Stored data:
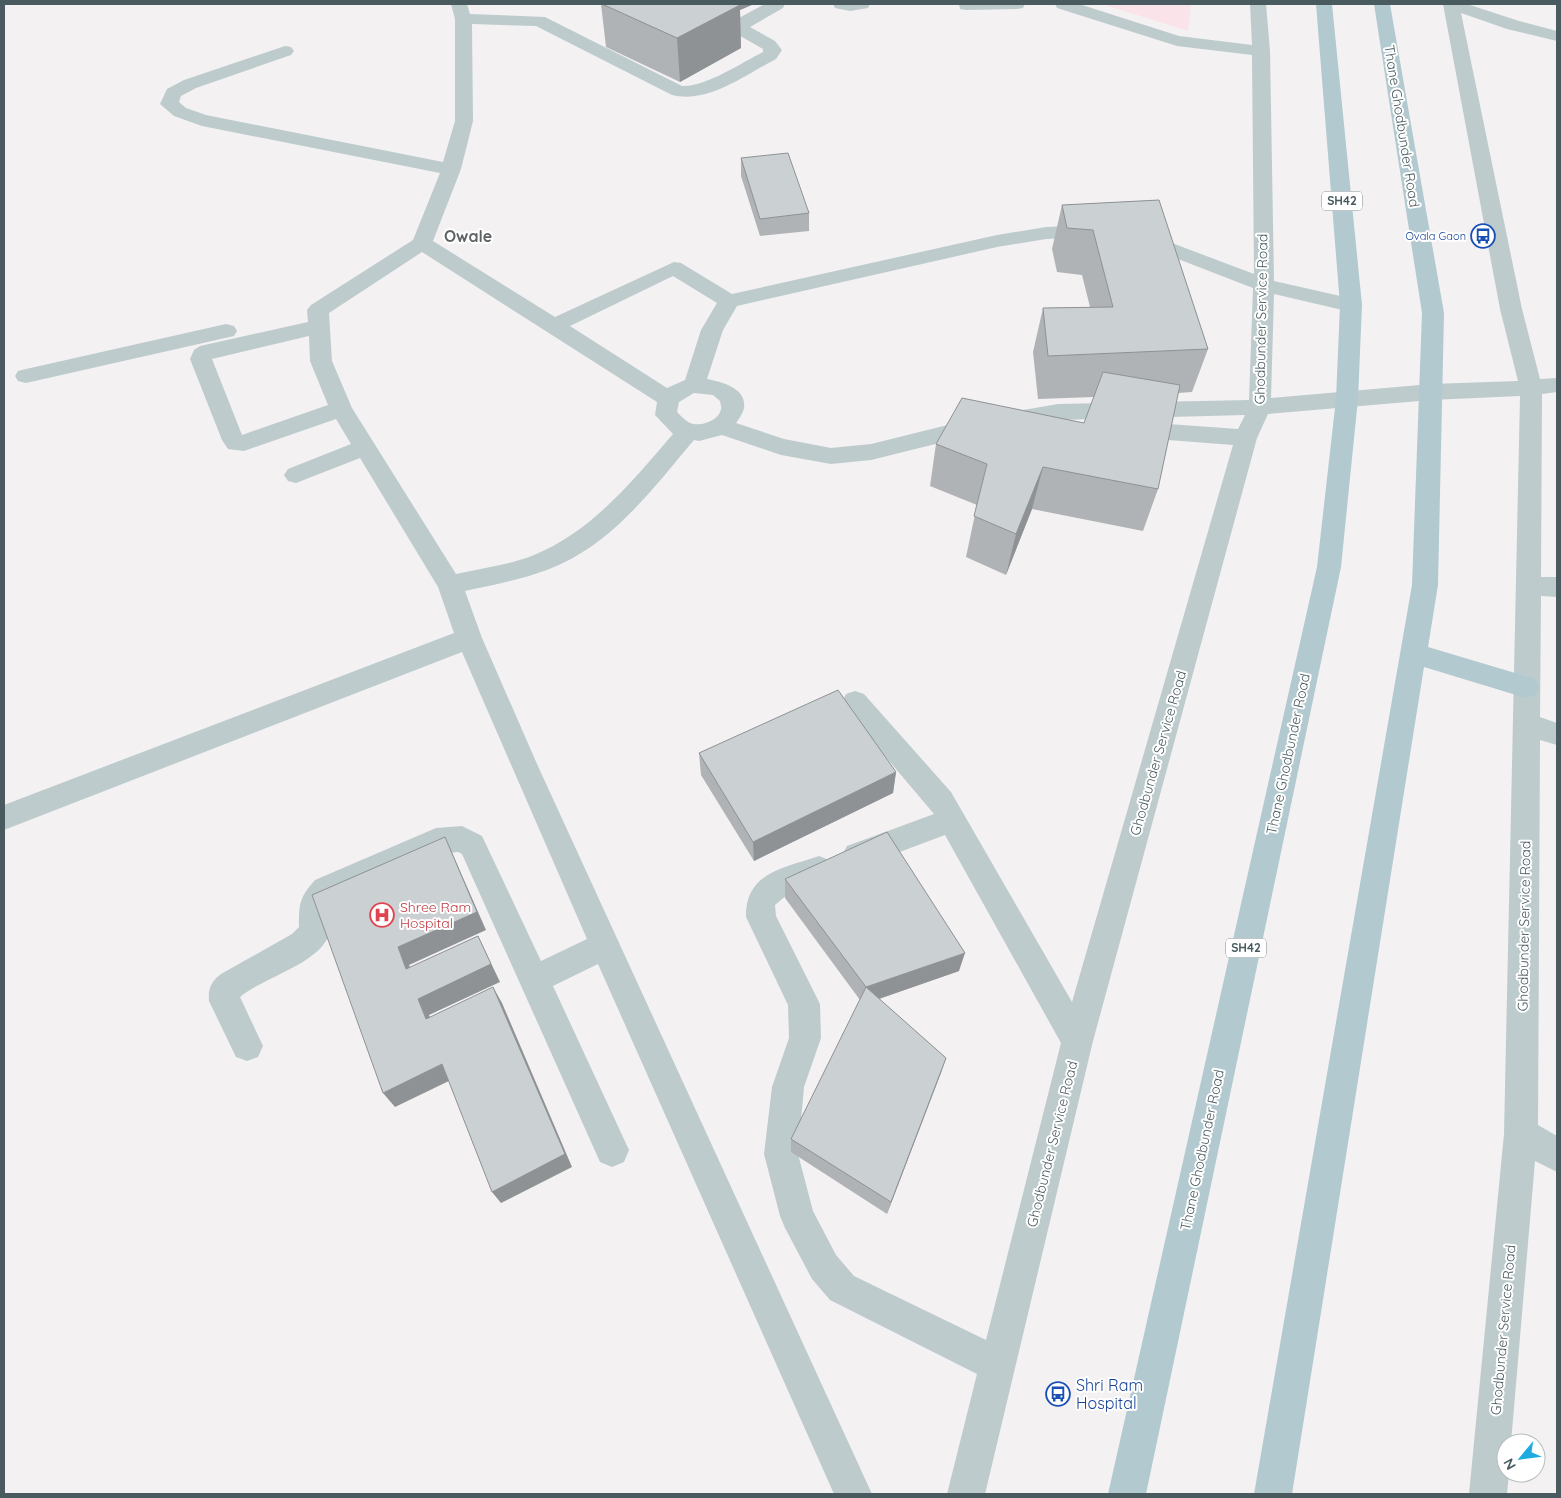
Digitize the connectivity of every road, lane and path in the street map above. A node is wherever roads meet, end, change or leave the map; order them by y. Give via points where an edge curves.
1 (777, 4) edge
2 (841, 4) edge
3 (862, 4) edge
4 (1017, 4) edge
5 (1063, 4) edge
6 (1258, 4) edge
7 (1324, 4) edge
8 (1382, 4) edge
9 (1452, 4) edge
10 (966, 6) dead end
11 (461, 12) edge
12 (1557, 36) edge
13 (600, 37) dead end
14 (584, 45) junction
15 (285, 51) dead end
16 (1260, 51) junction
17 (451, 169) junction
18 (422, 243) junction
19 (1264, 285) junction
20 (729, 301) junction
21 (1351, 305) junction
22 (318, 318) junction
23 (553, 326) junction
24 (26, 376) dead end
25 (694, 385) junction
26 (1544, 386) edge
27 (1431, 392) junction
28 (668, 399) junction
29 (1348, 399) junction
30 (1260, 408) junction
31 (341, 409) junction
32 (1058, 412) junction
33 (722, 426) junction
34 (689, 431) junction
35 (1168, 432) edge
36 (1050, 437) edge
37 (1246, 438) junction
38 (365, 447) junction
39 (296, 475) dead end
40 (450, 585) junction
41 (1528, 586) junction
42 (1557, 587) edge
43 (469, 638) junction
44 (1413, 653) junction
45 (1526, 687) junction
46 (855, 702) dead end
47 (1526, 724) junction
48 (1557, 734) edge
49 (4, 818) edge
50 (952, 820) junction
51 (605, 946) junction
52 (534, 980) junction
53 (1077, 1041) junction
54 (247, 1046) dead end
55 (1521, 1134) junction
56 (612, 1150) dead end
57 (1557, 1155) edge
58 (998, 1365) junction
59 (853, 1494) edge
60 (966, 1494) edge
61 (1128, 1494) edge
62 (1274, 1494) edge
63 (1488, 1494) edge

1 - 14 street via 743,23 741,29 768,45 773,50 770,55 693,92 678,90
2 - 3 street
4 - 10 street
5 - 16 street via 1168,39
6 - 16 street, Ghodbunder Service Road
7 - 21 main road, Thane Ghodbunder Road / SH42
8 - 27 main road, Thane Ghodbunder Road via 1433,313
9 - 12 street
9 - 26 street, Ghodbunder Service Road via 1511,309
11 - 14 street via 539,21
11 - 17 street via 464,121
13 - 14 street
15 - 17 street via 190,84 173,93 169,104 202,120
16 - 19 street, Ghodbunder Service Road
17 - 18 street
18 - 22 street
18 - 23 street
19 - 20 street via 1117,231 1046,232
19 - 21 street
19 - 30 street, Ghodbunder Service Road
20 - 23 street via 674,268
20 - 25 street via 712,330
21 - 29 main road, Thane Ghodbunder Road / SH42
22 - 24 street
22 - 31 street via 320,361
22 - 31 street via 208,351 202,354 201,359 236,443
23 - 28 street
25 - 28 street
25 - 33 street via 715,388 730,398 733,413
26 - 27 street
26 - 41 street, Ghodbunder Service Road
27 - 29 street
27 - 44 main road, Thane Ghodbunder Road via 1425,585
28 - 34 street via 666,415 679,428
29 - 30 street
29 - 61 main road, Thane Ghodbunder Road / SH42 via 1329,567
30 - 32 street
30 - 37 street, Ghodbunder Service Road
31 - 38 street
32 - 33 street via 976,426 871,452 831,456 781,447
32 - 36 street
33 - 34 street via 701,432
34 - 40 street via 592,534 553,558
35 - 37 street
37 - 53 street, Ghodbunder Service Road
38 - 39 street
38 - 40 street
40 - 43 street
41 - 42 street
41 - 45 street, Ghodbunder Service Road
43 - 49 street
43 - 51 street
44 - 45 main road
44 - 62 main road, Thane Ghodbunder Road
45 - 47 street, Ghodbunder Service Road
46 - 50 street via 941,801
47 - 48 street
47 - 55 street, Ghodbunder Service Road
50 - 53 street
50 - 58 street via 772,886 760,901 762,917 804,1004 805,1038 788,1087 781,1154 797,1216 824,1267 842,1288
51 - 52 street
51 - 59 street
52 - 54 street via 472,845 462,839 436,841 325,889 314,902 314,933 302,944 224,991 225,1001
52 - 56 street
53 - 58 street, Ghodbunder Service Road
55 - 57 street
55 - 63 street, Ghodbunder Service Road
58 - 60 street, Ghodbunder Service Road

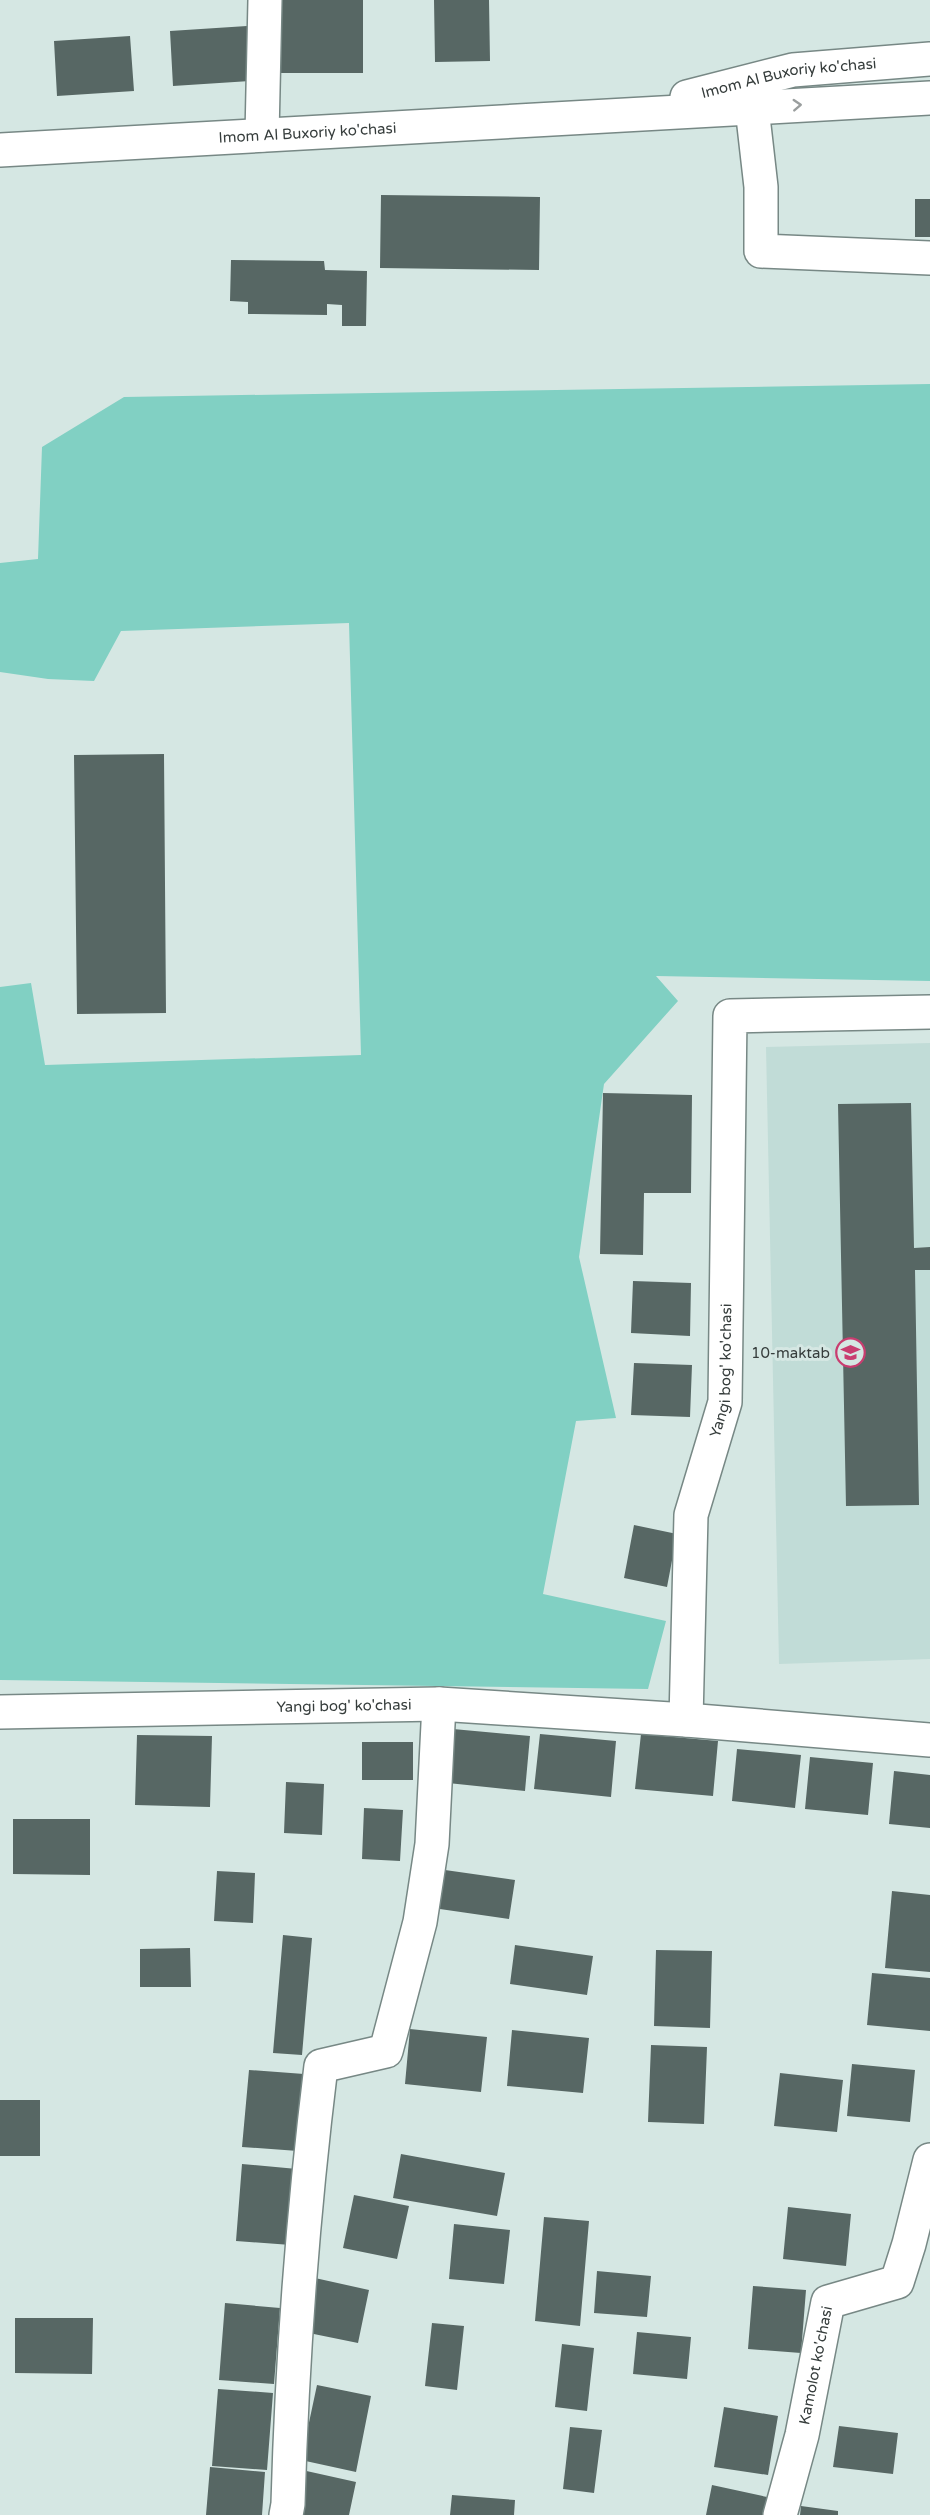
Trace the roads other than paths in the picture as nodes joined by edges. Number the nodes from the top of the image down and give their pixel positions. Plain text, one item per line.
1 (265, 0) edge
2 (930, 59) edge
3 (930, 98) edge
4 (752, 108) junction
5 (613, 116) junction
6 (261, 135) junction
7 (0, 150) edge
8 (930, 258) edge
9 (930, 1012) edge
10 (439, 1704) junction
11 (0, 1712) edge
12 (686, 1720) junction
13 (930, 1740) edge
14 (930, 2160) edge
15 (286, 2515) edge
16 (780, 2515) edge

1 - 6 street
2 - 5 street, Imom Al Buxoriy ko'chasi
4 -> 3 street, Imom Al Buxoriy ko'chasi
4 - 5 street, Imom Al Buxoriy ko'chasi
4 - 8 street
5 - 6 street, Imom Al Buxoriy ko'chasi
6 - 7 street, Imom Al Buxoriy ko'chasi
9 - 12 street, Yangi bog' ko'chasi
10 - 11 street, Yangi bog' ko'chasi
10 - 12 street, Yangi bog' ko'chasi
10 - 15 street
12 - 13 street, Yangi bog' ko'chasi
14 - 16 street, Kamolot ko'chasi

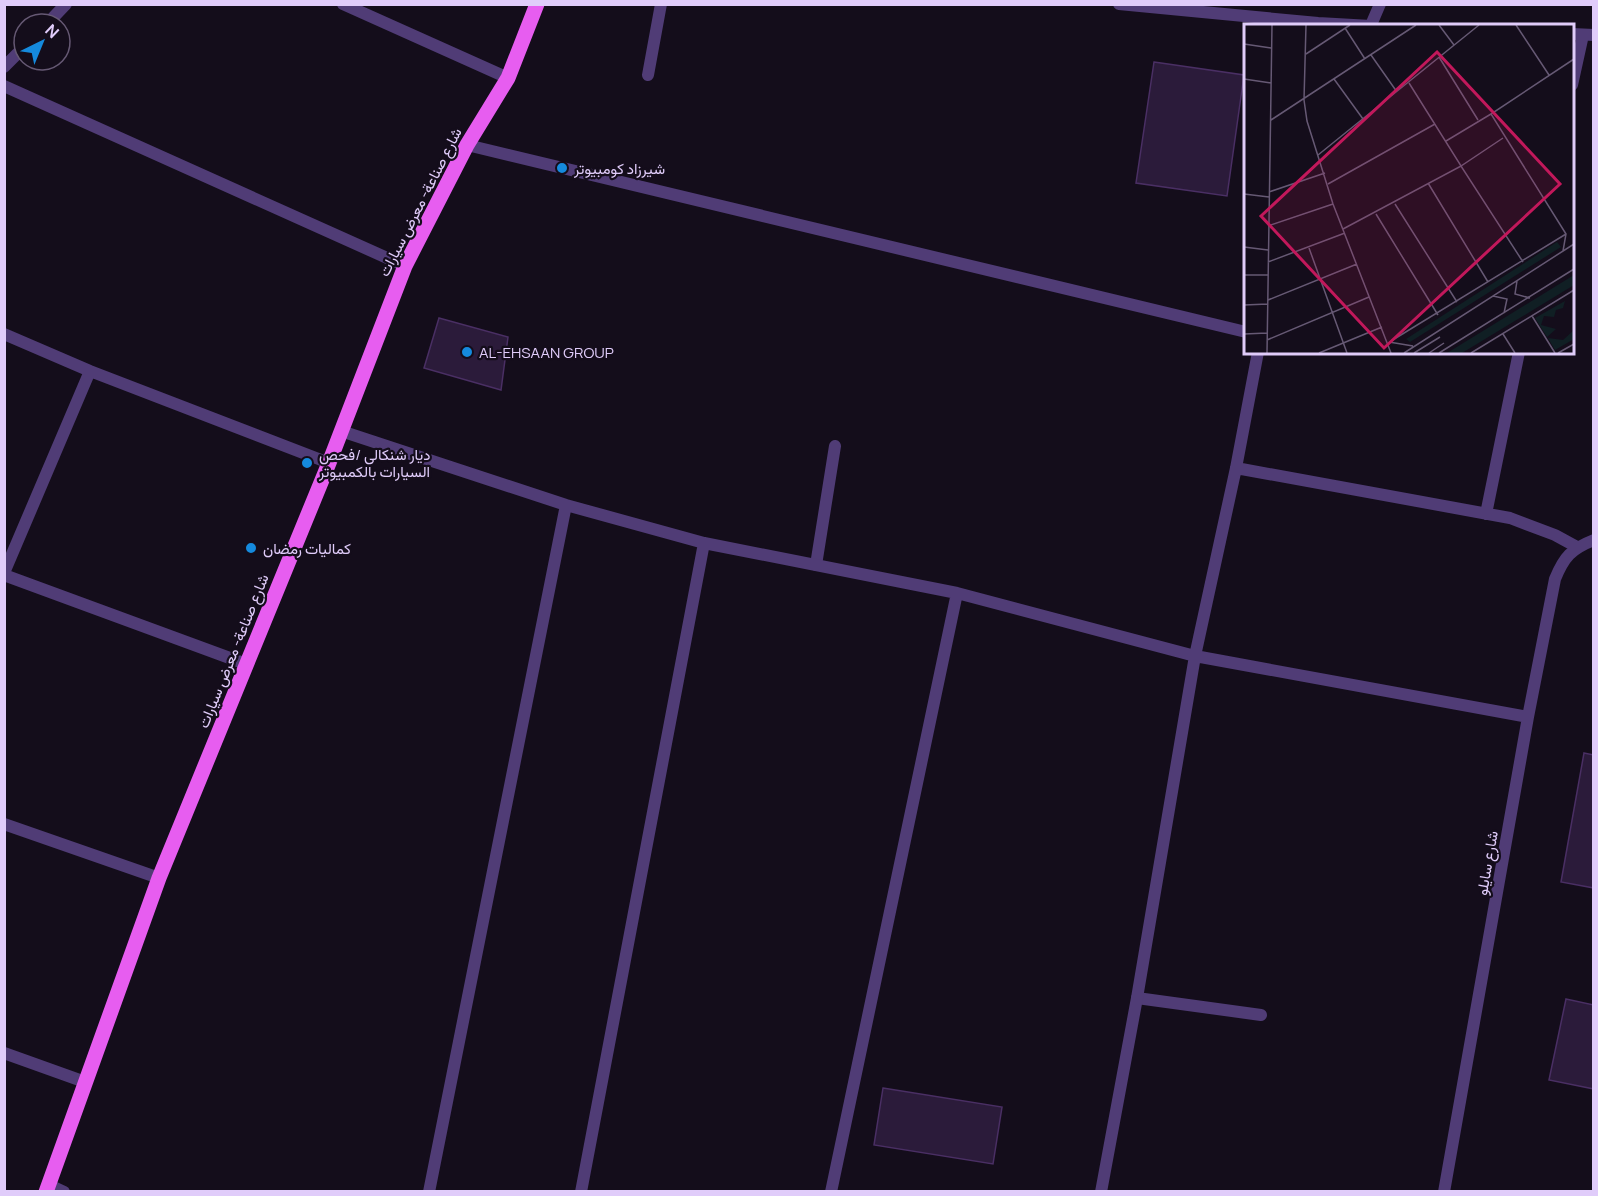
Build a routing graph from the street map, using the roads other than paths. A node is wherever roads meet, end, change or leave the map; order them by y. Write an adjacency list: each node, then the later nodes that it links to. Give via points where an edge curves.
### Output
1 (343, 4): 12 (street)
2 (537, 4): 12 (main road, شارع صناعة- معرض سيارات)
3 (661, 4): 10 (street)
4 (1119, 4): 6 (street)
5 (1380, 4): 8 (street)
6 (1219, 9): 7 (street)
7 (1318, 24)
8 (1372, 24)
9 (1583, 35): 11 (street)
10 (648, 75)
11 (1574, 76)
12 (508, 78): 14 (main road, شارع صناعة- معرض سيارات)
13 (4, 86): 15 (street)
14 (467, 145): 15 (main road, شارع صناعة- معرض سيارات); 16 (street)
15 (405, 266): 21 (main road, شارع صناعة- معرض سيارات)
16 (1244, 332)
17 (4, 334): 20 (street)
18 (1258, 354): 24 (street)
19 (1519, 354): 26 (street)
20 (90, 371): 23 (street); 31 (street)
21 (341, 431): 23 (main road, شارع صناعة- معرض سيارات); 25 (street)
22 (835, 446): 30 (street)
23 (329, 463): 34 (main road, شارع صناعة- معرض سيارات)
24 (1236, 468): 26 (street); 33 (street)
25 (566, 505): 28 (street); 44 (street)
26 (1486, 514): 29 (street, via 1533,526)
27 (1593, 540): 29 (street, شارع سايلو)
28 (704, 543): 30 (street); 45 (street)
29 (1577, 547): 35 (street, شارع سايلو, via 1563,561 1556,579)
30 (816, 565): 32 (street)
31 (4, 574): 34 (street)
32 (957, 593): 33 (street); 46 (street)
33 (1195, 656): 35 (street); 38 (street)
34 (246, 664): 37 (main road, شارع صناعة- معرض سيارات)
35 (1528, 717): 48 (street, شارع سايلو)
36 (4, 824): 37 (street)
37 (159, 878): 41 (main road, شارع صناعة- معرض سيارات)
38 (1137, 998): 39 (street); 47 (street)
39 (1261, 1015)
40 (4, 1053): 41 (street)
41 (85, 1082): 42 (main road, شارع صناعة- معرض سيارات)
42 (49, 1188): 43 (street)
43 (64, 1191)
44 (429, 1191)
45 (581, 1191)
46 (831, 1191)
47 (1101, 1191)
48 (1444, 1191)

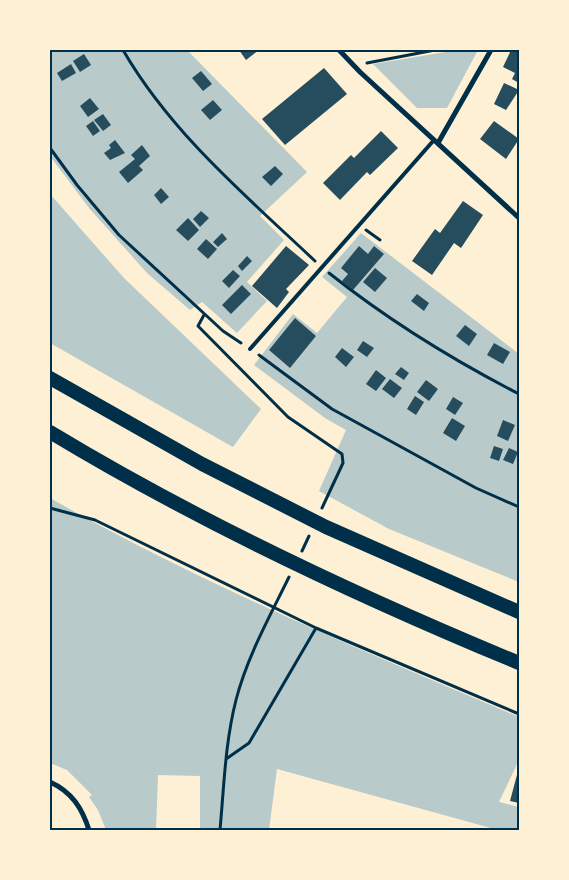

**YOUR OBJECTIVE:** Nothing but the lines from the one that holds "Build a routing" through the end of the data should appear, written out exactly, without pictures.

**ANSWER SECTION:**
Build a routing graph from the street map, using the roads other than paths. A node is wherever roads meet, end, change or leave the map; order them by y. Write an adjacency list: each node, then the later nodes that it links to. Give via points where an edge curves.
### Output
1 (343, 4): 12 (street)
2 (537, 4): 12 (main road, شارع صناعة- معرض سيارات)
3 (661, 4): 10 (street)
4 (1119, 4): 6 (street)
5 (1380, 4): 8 (street)
6 (1219, 9): 7 (street)
7 (1318, 24)
8 (1372, 24)
9 (1583, 35): 11 (street)
10 (648, 75)
11 (1574, 76)
12 (508, 78): 14 (main road, شارع صناعة- معرض سيارات)
13 (4, 86): 15 (street)
14 (467, 145): 15 (main road, شارع صناعة- معرض سيارات); 16 (street)
15 (405, 266): 21 (main road, شارع صناعة- معرض سيارات)
16 (1244, 332)
17 (4, 334): 20 (street)
18 (1258, 354): 24 (street)
19 (1519, 354): 26 (street)
20 (90, 371): 23 (street); 31 (street)
21 (341, 431): 23 (main road, شارع صناعة- معرض سيارات); 25 (street)
22 (835, 446): 30 (street)
23 (329, 463): 34 (main road, شارع صناعة- معرض سيارات)
24 (1236, 468): 26 (street); 33 (street)
25 (566, 505): 28 (street); 44 (street)
26 (1486, 514): 29 (street, via 1533,526)
27 (1593, 540): 29 (street, شارع سايلو)
28 (704, 543): 30 (street); 45 (street)
29 (1577, 547): 35 (street, شارع سايلو, via 1563,561 1556,579)
30 (816, 565): 32 (street)
31 (4, 574): 34 (street)
32 (957, 593): 33 (street); 46 (street)
33 (1195, 656): 35 (street); 38 (street)
34 (246, 664): 37 (main road, شارع صناعة- معرض سيارات)
35 (1528, 717): 48 (street, شارع سايلو)
36 (4, 824): 37 (street)
37 (159, 878): 41 (main road, شارع صناعة- معرض سيارات)
38 (1137, 998): 39 (street); 47 (street)
39 (1261, 1015)
40 (4, 1053): 41 (street)
41 (85, 1082): 42 (main road, شارع صناعة- معرض سيارات)
42 (49, 1188): 43 (street)
43 (64, 1191)
44 (429, 1191)
45 (581, 1191)
46 (831, 1191)
47 (1101, 1191)
48 (1444, 1191)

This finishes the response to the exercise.